Objective To introduce the recent developments in cancer immunoinformatics with an emphasis on the latest trends and future direction. Data sources All related articles in this review were searched from PubMed published in English from 1992 to 2013. The search terms were cancer, immunoinformatics, immunological databases, and computational vaccinology. Study selection Original articles and reviews those were related to application of cancer immunoinformatics about tumor basic and clinical research were selected.

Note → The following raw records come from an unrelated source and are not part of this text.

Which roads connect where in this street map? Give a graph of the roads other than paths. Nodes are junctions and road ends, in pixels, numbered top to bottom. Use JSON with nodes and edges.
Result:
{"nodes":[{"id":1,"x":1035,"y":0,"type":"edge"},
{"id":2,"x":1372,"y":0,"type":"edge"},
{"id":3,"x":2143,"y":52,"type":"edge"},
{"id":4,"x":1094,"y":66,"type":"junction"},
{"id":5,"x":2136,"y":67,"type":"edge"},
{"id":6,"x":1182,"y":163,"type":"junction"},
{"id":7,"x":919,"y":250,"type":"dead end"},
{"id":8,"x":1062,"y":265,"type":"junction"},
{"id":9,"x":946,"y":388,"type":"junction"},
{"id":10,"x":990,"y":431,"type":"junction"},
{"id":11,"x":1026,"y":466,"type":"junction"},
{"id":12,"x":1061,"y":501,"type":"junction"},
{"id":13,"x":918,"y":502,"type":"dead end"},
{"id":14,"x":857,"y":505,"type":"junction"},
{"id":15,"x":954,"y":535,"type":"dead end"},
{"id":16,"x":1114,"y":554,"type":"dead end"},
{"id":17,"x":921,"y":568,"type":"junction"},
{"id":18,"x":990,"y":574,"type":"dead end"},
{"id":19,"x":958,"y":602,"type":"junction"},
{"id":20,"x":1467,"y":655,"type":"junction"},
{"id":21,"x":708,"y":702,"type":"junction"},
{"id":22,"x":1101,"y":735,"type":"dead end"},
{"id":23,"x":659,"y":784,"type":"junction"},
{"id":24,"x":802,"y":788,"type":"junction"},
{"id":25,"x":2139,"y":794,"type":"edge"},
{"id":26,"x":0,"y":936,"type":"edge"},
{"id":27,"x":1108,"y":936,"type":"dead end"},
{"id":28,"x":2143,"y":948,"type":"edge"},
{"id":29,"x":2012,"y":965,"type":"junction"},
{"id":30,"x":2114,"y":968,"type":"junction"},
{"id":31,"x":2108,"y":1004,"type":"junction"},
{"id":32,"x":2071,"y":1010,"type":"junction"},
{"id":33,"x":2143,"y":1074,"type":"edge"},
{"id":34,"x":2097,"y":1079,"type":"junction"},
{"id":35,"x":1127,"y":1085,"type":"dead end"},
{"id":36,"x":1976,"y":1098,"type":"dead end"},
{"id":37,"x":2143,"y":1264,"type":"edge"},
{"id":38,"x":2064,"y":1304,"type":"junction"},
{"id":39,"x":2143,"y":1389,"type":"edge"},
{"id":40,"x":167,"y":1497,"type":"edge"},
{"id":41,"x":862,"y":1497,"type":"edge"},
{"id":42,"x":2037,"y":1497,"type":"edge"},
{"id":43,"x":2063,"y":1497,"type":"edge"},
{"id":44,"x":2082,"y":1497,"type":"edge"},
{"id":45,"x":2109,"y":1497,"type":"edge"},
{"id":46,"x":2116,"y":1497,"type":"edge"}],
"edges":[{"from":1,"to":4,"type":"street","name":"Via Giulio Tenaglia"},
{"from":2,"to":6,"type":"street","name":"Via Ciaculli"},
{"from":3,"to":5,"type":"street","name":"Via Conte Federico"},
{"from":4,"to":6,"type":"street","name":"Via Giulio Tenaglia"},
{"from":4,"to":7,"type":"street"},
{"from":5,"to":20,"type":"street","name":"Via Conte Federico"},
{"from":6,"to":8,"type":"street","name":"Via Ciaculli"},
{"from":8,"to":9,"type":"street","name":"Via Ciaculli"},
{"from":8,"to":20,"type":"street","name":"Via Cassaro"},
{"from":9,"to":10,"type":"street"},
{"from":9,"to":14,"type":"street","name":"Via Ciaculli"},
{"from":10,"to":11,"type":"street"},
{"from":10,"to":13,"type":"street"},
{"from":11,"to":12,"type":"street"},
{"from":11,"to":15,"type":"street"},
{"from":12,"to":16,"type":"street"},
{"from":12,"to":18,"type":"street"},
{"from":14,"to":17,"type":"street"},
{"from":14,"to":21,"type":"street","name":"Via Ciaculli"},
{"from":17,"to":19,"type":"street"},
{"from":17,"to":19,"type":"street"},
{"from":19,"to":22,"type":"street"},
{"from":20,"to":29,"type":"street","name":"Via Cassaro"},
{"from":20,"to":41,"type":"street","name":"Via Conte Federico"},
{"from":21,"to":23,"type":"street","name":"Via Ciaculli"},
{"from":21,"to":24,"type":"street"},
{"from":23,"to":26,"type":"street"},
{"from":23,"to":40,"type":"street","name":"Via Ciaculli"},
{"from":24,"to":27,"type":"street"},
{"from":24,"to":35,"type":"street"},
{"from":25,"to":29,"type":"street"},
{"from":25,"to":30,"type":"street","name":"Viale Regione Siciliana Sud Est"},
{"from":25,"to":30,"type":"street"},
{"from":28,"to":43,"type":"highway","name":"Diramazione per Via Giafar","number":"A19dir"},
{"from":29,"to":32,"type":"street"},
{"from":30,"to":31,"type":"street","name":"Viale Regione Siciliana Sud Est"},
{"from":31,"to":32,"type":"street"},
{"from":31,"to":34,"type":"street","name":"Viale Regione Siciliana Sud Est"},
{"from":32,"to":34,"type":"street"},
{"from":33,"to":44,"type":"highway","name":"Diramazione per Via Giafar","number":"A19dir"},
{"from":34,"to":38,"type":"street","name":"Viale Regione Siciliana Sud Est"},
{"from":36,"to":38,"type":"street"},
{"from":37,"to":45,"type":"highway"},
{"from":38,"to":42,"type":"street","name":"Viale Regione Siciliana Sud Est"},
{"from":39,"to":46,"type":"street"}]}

Results Cancer immunoinformatics has been widely researched and applied in a series of fields of cancer research, including computational tools for cancer, cancer immunological databases, computational vaccinology, and cancer diagnostic workflows. Furthermore, the improvement of its theory and technology brings an enlightening insight into understanding and researching cancer and helps expound more deep and complete mechanisms of tumorigenesis and progression. Conclusion Cancer immunoinformatics provides promising methods and novel strategies for the discovery and development of tumor basic and clinical research.